Automatic segmentation of Organs at Risk in Head and Neck cancer patients from CT and MRI scans
Sébastien Quetin, Andrew Heschl, Mauricio Murillo, Rohit Murali, Piotr Pater, George Shenouda, Shirin A. Enger, Farhad Maleki
Published: 2024/5/17
Abstract
Purpose: To present a high-performing, robust, and flexible deep learning pipeline for automatic segmentation of 30 organs-at-risk (OARs) in head and neck (H&N) cancer patients, using MRI, CT, or both. Method: We trained a segmentation pipeline on paired CT and MRI-T1 scans from 296 patients. We combined data from the H&N OARs CT and MR segmentation (HaN-Seg) challenge and the Burdenko and GLIS-RT datasets from the Cancer Imaging Archive (TCIA).

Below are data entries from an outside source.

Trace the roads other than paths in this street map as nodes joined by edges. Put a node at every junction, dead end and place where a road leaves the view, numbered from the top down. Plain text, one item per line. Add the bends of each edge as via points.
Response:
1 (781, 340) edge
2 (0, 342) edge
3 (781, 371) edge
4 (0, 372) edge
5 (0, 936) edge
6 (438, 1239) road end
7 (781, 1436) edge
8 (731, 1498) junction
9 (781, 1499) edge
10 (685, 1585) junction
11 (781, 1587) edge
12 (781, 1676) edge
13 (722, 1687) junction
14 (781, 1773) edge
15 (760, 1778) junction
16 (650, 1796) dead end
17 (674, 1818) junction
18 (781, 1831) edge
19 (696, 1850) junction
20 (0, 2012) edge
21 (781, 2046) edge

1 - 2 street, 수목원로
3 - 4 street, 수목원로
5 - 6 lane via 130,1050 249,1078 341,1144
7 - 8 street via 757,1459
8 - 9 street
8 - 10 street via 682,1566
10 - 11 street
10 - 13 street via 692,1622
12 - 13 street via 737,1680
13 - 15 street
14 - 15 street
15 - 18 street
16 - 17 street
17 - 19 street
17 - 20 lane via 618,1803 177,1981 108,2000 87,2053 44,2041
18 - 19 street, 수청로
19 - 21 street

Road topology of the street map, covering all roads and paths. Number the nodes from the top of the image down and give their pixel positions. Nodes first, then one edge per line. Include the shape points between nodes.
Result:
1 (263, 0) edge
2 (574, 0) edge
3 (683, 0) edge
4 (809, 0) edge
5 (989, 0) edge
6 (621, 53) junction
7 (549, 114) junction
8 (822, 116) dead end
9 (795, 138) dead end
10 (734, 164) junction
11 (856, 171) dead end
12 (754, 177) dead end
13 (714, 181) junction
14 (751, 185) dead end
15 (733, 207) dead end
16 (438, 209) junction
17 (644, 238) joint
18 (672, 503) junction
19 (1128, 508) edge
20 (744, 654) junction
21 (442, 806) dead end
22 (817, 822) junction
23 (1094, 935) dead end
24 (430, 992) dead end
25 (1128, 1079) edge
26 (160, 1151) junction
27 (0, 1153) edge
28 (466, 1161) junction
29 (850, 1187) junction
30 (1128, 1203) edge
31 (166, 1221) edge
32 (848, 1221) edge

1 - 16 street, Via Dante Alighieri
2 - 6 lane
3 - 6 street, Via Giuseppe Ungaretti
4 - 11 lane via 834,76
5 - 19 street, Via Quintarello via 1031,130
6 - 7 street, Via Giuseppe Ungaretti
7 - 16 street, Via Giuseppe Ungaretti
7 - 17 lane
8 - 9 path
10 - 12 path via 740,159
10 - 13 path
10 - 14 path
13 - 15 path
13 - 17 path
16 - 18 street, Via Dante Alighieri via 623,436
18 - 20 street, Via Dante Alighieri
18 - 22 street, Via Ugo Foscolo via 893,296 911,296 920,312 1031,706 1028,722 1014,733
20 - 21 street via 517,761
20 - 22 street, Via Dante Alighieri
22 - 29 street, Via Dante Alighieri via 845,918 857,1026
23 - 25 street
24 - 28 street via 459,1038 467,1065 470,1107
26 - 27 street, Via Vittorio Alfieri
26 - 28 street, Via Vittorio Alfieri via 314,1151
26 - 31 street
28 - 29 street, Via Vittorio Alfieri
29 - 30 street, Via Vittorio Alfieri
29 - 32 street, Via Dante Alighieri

MRI was rigidly registered to CT, and both were stacked as input to an nnU-Net pipeline. Left and right OARs were merged into single classes during training and separated at inference time based on anatomical position. Modality Dropout was applied during the training, ensuring the model would learn from both modalities and robustly handle missing modalities during inference. The trained model was evaluated on the HaN-Seg test set and three TCIA datasets. Predictions were also compared with Limbus AI software. Dice Score (DS) and Hausdorff Distance (HD) were used as evaluation metrics. Results: The pipeline achieved state-of-the-art performance on the HaN-Seg challenge with a mean DS of 78.12% and HD of 3.42 mm. On TCIA datasets, the model maintained strong agreement with Limbus AI software (DS: 77.43% , HD: 3.27 mm), while also flagging low-quality contours. The pipeline can segment seamlessly from the CT, the MRI scan, or both. Conclusion: The proposed pipeline achieved the best DS and HD scores among all HaN-Seg challenge participants and establishes a new state-of-the-art for fully automated, multi-modal segmentation of H&N OARs.